[Dataset entries]
= = = = =

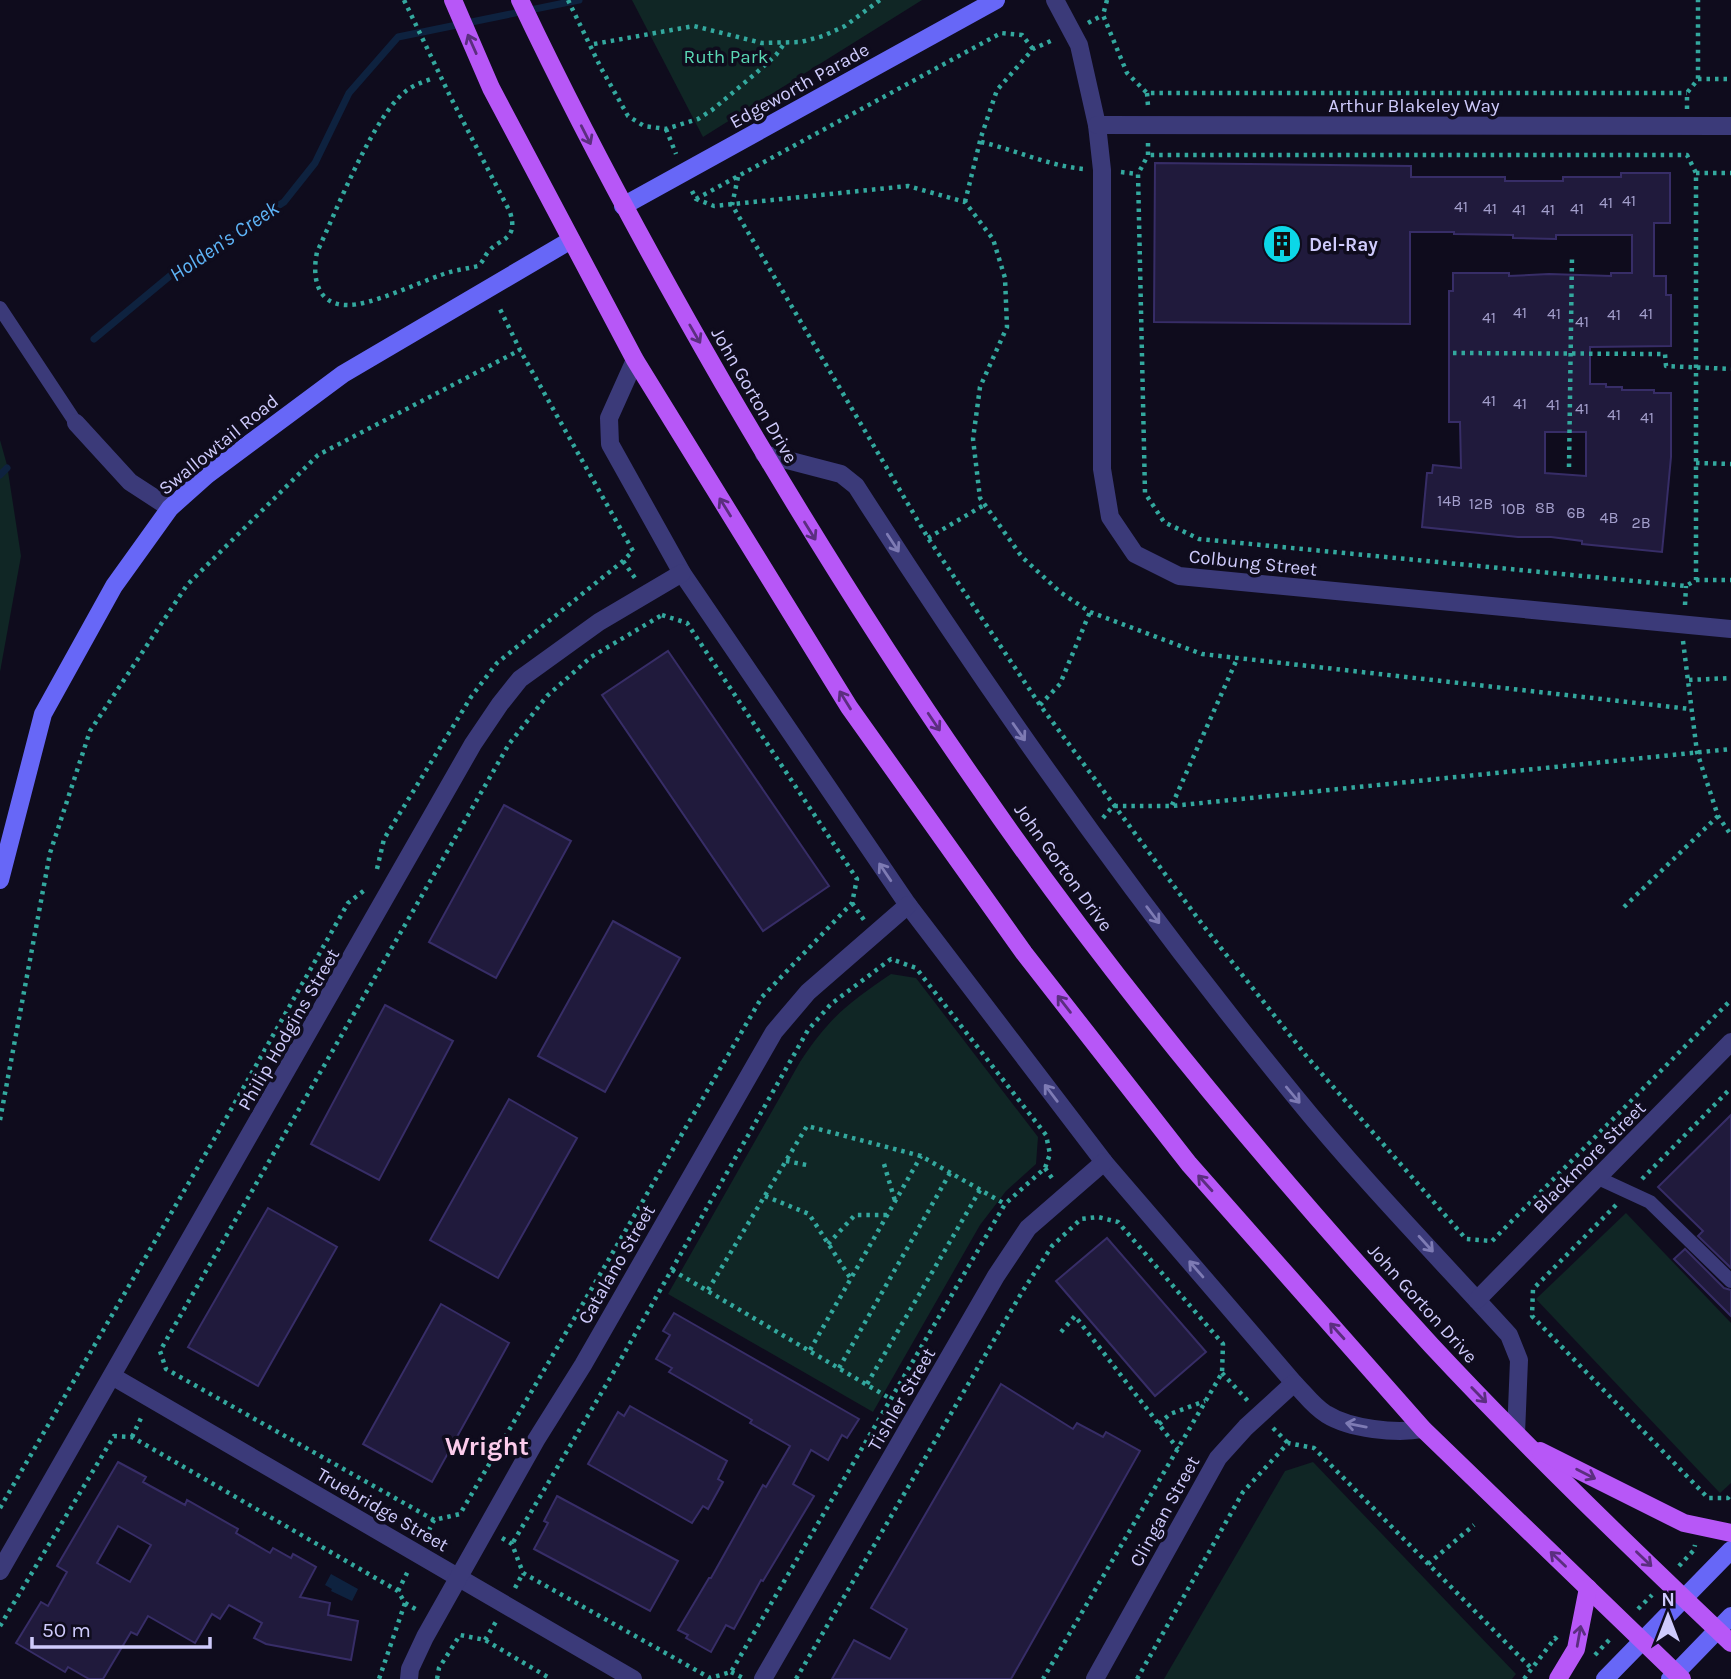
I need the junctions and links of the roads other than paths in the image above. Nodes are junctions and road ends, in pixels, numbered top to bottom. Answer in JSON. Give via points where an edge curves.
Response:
{"nodes":[{"id":1,"x":453,"y":0,"type":"edge"},
{"id":2,"x":520,"y":0,"type":"edge"},
{"id":3,"x":996,"y":0,"type":"edge"},
{"id":4,"x":1055,"y":0,"type":"edge"},
{"id":5,"x":1097,"y":125,"type":"junction"},
{"id":6,"x":1731,"y":126,"type":"edge"},
{"id":7,"x":623,"y":206,"type":"junction"},
{"id":8,"x":571,"y":240,"type":"junction"},
{"id":9,"x":0,"y":308,"type":"edge"},
{"id":10,"x":635,"y":360,"type":"junction"},
{"id":11,"x":76,"y":423,"type":"joint"},
{"id":12,"x":764,"y":454,"type":"junction"},
{"id":13,"x":170,"y":508,"type":"junction"},
{"id":14,"x":682,"y":573,"type":"junction"},
{"id":15,"x":1731,"y":629,"type":"edge"},
{"id":16,"x":0,"y":880,"type":"edge"},
{"id":17,"x":908,"y":905,"type":"junction"},
{"id":18,"x":1731,"y":1042,"type":"edge"},
{"id":19,"x":1104,"y":1162,"type":"junction"},
{"id":20,"x":1598,"y":1178,"type":"junction"},
{"id":21,"x":1731,"y":1281,"type":"edge"},
{"id":22,"x":1477,"y":1300,"type":"junction"},
{"id":23,"x":112,"y":1376,"type":"junction"},
{"id":24,"x":1294,"y":1383,"type":"junction"},
{"id":25,"x":1423,"y":1429,"type":"junction"},
{"id":26,"x":1520,"y":1438,"type":"junction"},
{"id":27,"x":1731,"y":1532,"type":"edge"},
{"id":28,"x":1731,"y":1550,"type":"edge"},
{"id":29,"x":0,"y":1571,"type":"edge"},
{"id":30,"x":459,"y":1578,"type":"junction"},
{"id":31,"x":1588,"y":1588,"type":"junction"},
{"id":32,"x":1684,"y":1598,"type":"junction"},
{"id":33,"x":1731,"y":1616,"type":"edge"},
{"id":34,"x":1717,"y":1630,"type":"junction"},
{"id":35,"x":1642,"y":1641,"type":"junction"},
{"id":36,"x":1731,"y":1643,"type":"edge"},
{"id":37,"x":1676,"y":1677,"type":"edge"},
{"id":38,"x":409,"y":1679,"type":"edge"},
{"id":39,"x":633,"y":1679,"type":"edge"},
{"id":40,"x":763,"y":1679,"type":"edge"},
{"id":41,"x":1095,"y":1679,"type":"edge"},
{"id":42,"x":1558,"y":1679,"type":"edge"},
{"id":43,"x":1605,"y":1679,"type":"edge"}],
"edges":[{"from":8,"to":1,"type":"main road","one_way":true,"via":[[491,88]]},
{"from":2,"to":7,"type":"main road","name":"John Gorton Drive","one_way":true},
{"from":3,"to":7,"type":"street","name":"Edgeworth Parade"},
{"from":4,"to":5,"type":"street","name":"Colbung Street","via":[[1079,45]]},
{"from":5,"to":6,"type":"street","name":"Arthur Blakeley Way"},
{"from":5,"to":15,"type":"street","name":"Colbung Street","via":[[1102,170],[1102,469],[1110,517],[1135,554],[1180,576]]},
{"from":7,"to":12,"type":"main road","name":"John Gorton Drive","one_way":true},
{"from":8,"to":10,"type":"main road"},
{"from":8,"to":13,"type":"street","name":"Swallowtail Road","via":[[343,374]]},
{"from":9,"to":11,"type":"lane"},
{"from":10,"to":14,"type":"street","via":[[609,418],[610,444]]},
{"from":25,"to":10,"type":"main road","one_way":true,"via":[[1189,1164],[1024,953],[849,707]]},
{"from":11,"to":13,"type":"street","via":[[131,482]]},
{"from":12,"to":22,"type":"street","one_way":true,"via":[[841,474],[856,486],[1018,731],[1199,975],[1295,1097]]},
{"from":12,"to":26,"type":"main road","name":"John Gorton Drive","one_way":true,"via":[[894,663],[1085,933],[1314,1214]]},
{"from":13,"to":16,"type":"street","name":"Swallowtail Road","via":[[114,586],[43,714]]},
{"from":17,"to":14,"type":"street","one_way":true},
{"from":14,"to":23,"type":"street","name":"Philip Hodgins Street","via":[[599,622],[520,679],[500,704]]},
{"from":19,"to":17,"type":"street","one_way":true},
{"from":17,"to":30,"type":"street","name":"Catalano Street","via":[[808,992],[774,1032]]},
{"from":18,"to":20,"type":"street","name":"Blackmore Street"},
{"from":24,"to":19,"type":"street","one_way":true},
{"from":19,"to":40,"type":"street","name":"Tishler Street","via":[[1028,1228],[996,1276]]},
{"from":20,"to":21,"type":"lane","via":[[1650,1202]]},
{"from":20,"to":22,"type":"street","name":"Blackmore Street"},
{"from":22,"to":26,"type":"street","via":[[1509,1335],[1519,1360]]},
{"from":23,"to":29,"type":"street","name":"Philip Hodgins Street"},
{"from":23,"to":30,"type":"street","name":"Truebridge Street"},
{"from":25,"to":24,"type":"street","one_way":true,"via":[[1404,1432],[1346,1423],[1324,1413]]},
{"from":24,"to":41,"type":"street","name":"Clingan Street","via":[[1218,1458]]},
{"from":31,"to":25,"type":"main road","one_way":true},
{"from":26,"to":27,"type":"main road","one_way":true,"via":[[1684,1523]]},
{"from":26,"to":32,"type":"main road","name":"John Gorton Drive","one_way":true},
{"from":28,"to":32,"type":"street"},
{"from":30,"to":38,"type":"street","name":"Catalano Street","via":[[425,1637]]},
{"from":30,"to":39,"type":"street","name":"Truebridge Street"},
{"from":31,"to":35,"type":"main road"},
{"from":42,"to":31,"type":"main road","one_way":true,"via":[[1576,1649]]},
{"from":32,"to":34,"type":"main road","name":"John Gorton Drive"},
{"from":32,"to":35,"type":"street"},
{"from":33,"to":34,"type":"street"},
{"from":34,"to":36,"type":"main road","name":"John Gorton Drive"},
{"from":34,"to":37,"type":"street"},
{"from":35,"to":37,"type":"main road"},
{"from":35,"to":43,"type":"street"}]}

= = = = =

What is being asked: Drop the pictures; repeat each entry above exactly.

Task result:
I need the junctions and links of the roads other than paths in the image above. Nodes are junctions and road ends, in pixels, numbered top to bottom. Answer in JSON. Give via points where an edge curves.
Response:
{"nodes":[{"id":1,"x":453,"y":0,"type":"edge"},
{"id":2,"x":520,"y":0,"type":"edge"},
{"id":3,"x":996,"y":0,"type":"edge"},
{"id":4,"x":1055,"y":0,"type":"edge"},
{"id":5,"x":1097,"y":125,"type":"junction"},
{"id":6,"x":1731,"y":126,"type":"edge"},
{"id":7,"x":623,"y":206,"type":"junction"},
{"id":8,"x":571,"y":240,"type":"junction"},
{"id":9,"x":0,"y":308,"type":"edge"},
{"id":10,"x":635,"y":360,"type":"junction"},
{"id":11,"x":76,"y":423,"type":"joint"},
{"id":12,"x":764,"y":454,"type":"junction"},
{"id":13,"x":170,"y":508,"type":"junction"},
{"id":14,"x":682,"y":573,"type":"junction"},
{"id":15,"x":1731,"y":629,"type":"edge"},
{"id":16,"x":0,"y":880,"type":"edge"},
{"id":17,"x":908,"y":905,"type":"junction"},
{"id":18,"x":1731,"y":1042,"type":"edge"},
{"id":19,"x":1104,"y":1162,"type":"junction"},
{"id":20,"x":1598,"y":1178,"type":"junction"},
{"id":21,"x":1731,"y":1281,"type":"edge"},
{"id":22,"x":1477,"y":1300,"type":"junction"},
{"id":23,"x":112,"y":1376,"type":"junction"},
{"id":24,"x":1294,"y":1383,"type":"junction"},
{"id":25,"x":1423,"y":1429,"type":"junction"},
{"id":26,"x":1520,"y":1438,"type":"junction"},
{"id":27,"x":1731,"y":1532,"type":"edge"},
{"id":28,"x":1731,"y":1550,"type":"edge"},
{"id":29,"x":0,"y":1571,"type":"edge"},
{"id":30,"x":459,"y":1578,"type":"junction"},
{"id":31,"x":1588,"y":1588,"type":"junction"},
{"id":32,"x":1684,"y":1598,"type":"junction"},
{"id":33,"x":1731,"y":1616,"type":"edge"},
{"id":34,"x":1717,"y":1630,"type":"junction"},
{"id":35,"x":1642,"y":1641,"type":"junction"},
{"id":36,"x":1731,"y":1643,"type":"edge"},
{"id":37,"x":1676,"y":1677,"type":"edge"},
{"id":38,"x":409,"y":1679,"type":"edge"},
{"id":39,"x":633,"y":1679,"type":"edge"},
{"id":40,"x":763,"y":1679,"type":"edge"},
{"id":41,"x":1095,"y":1679,"type":"edge"},
{"id":42,"x":1558,"y":1679,"type":"edge"},
{"id":43,"x":1605,"y":1679,"type":"edge"}],
"edges":[{"from":8,"to":1,"type":"main road","one_way":true,"via":[[491,88]]},
{"from":2,"to":7,"type":"main road","name":"John Gorton Drive","one_way":true},
{"from":3,"to":7,"type":"street","name":"Edgeworth Parade"},
{"from":4,"to":5,"type":"street","name":"Colbung Street","via":[[1079,45]]},
{"from":5,"to":6,"type":"street","name":"Arthur Blakeley Way"},
{"from":5,"to":15,"type":"street","name":"Colbung Street","via":[[1102,170],[1102,469],[1110,517],[1135,554],[1180,576]]},
{"from":7,"to":12,"type":"main road","name":"John Gorton Drive","one_way":true},
{"from":8,"to":10,"type":"main road"},
{"from":8,"to":13,"type":"street","name":"Swallowtail Road","via":[[343,374]]},
{"from":9,"to":11,"type":"lane"},
{"from":10,"to":14,"type":"street","via":[[609,418],[610,444]]},
{"from":25,"to":10,"type":"main road","one_way":true,"via":[[1189,1164],[1024,953],[849,707]]},
{"from":11,"to":13,"type":"street","via":[[131,482]]},
{"from":12,"to":22,"type":"street","one_way":true,"via":[[841,474],[856,486],[1018,731],[1199,975],[1295,1097]]},
{"from":12,"to":26,"type":"main road","name":"John Gorton Drive","one_way":true,"via":[[894,663],[1085,933],[1314,1214]]},
{"from":13,"to":16,"type":"street","name":"Swallowtail Road","via":[[114,586],[43,714]]},
{"from":17,"to":14,"type":"street","one_way":true},
{"from":14,"to":23,"type":"street","name":"Philip Hodgins Street","via":[[599,622],[520,679],[500,704]]},
{"from":19,"to":17,"type":"street","one_way":true},
{"from":17,"to":30,"type":"street","name":"Catalano Street","via":[[808,992],[774,1032]]},
{"from":18,"to":20,"type":"street","name":"Blackmore Street"},
{"from":24,"to":19,"type":"street","one_way":true},
{"from":19,"to":40,"type":"street","name":"Tishler Street","via":[[1028,1228],[996,1276]]},
{"from":20,"to":21,"type":"lane","via":[[1650,1202]]},
{"from":20,"to":22,"type":"street","name":"Blackmore Street"},
{"from":22,"to":26,"type":"street","via":[[1509,1335],[1519,1360]]},
{"from":23,"to":29,"type":"street","name":"Philip Hodgins Street"},
{"from":23,"to":30,"type":"street","name":"Truebridge Street"},
{"from":25,"to":24,"type":"street","one_way":true,"via":[[1404,1432],[1346,1423],[1324,1413]]},
{"from":24,"to":41,"type":"street","name":"Clingan Street","via":[[1218,1458]]},
{"from":31,"to":25,"type":"main road","one_way":true},
{"from":26,"to":27,"type":"main road","one_way":true,"via":[[1684,1523]]},
{"from":26,"to":32,"type":"main road","name":"John Gorton Drive","one_way":true},
{"from":28,"to":32,"type":"street"},
{"from":30,"to":38,"type":"street","name":"Catalano Street","via":[[425,1637]]},
{"from":30,"to":39,"type":"street","name":"Truebridge Street"},
{"from":31,"to":35,"type":"main road"},
{"from":42,"to":31,"type":"main road","one_way":true,"via":[[1576,1649]]},
{"from":32,"to":34,"type":"main road","name":"John Gorton Drive"},
{"from":32,"to":35,"type":"street"},
{"from":33,"to":34,"type":"street"},
{"from":34,"to":36,"type":"main road","name":"John Gorton Drive"},
{"from":34,"to":37,"type":"street"},
{"from":35,"to":37,"type":"main road"},
{"from":35,"to":43,"type":"street"}]}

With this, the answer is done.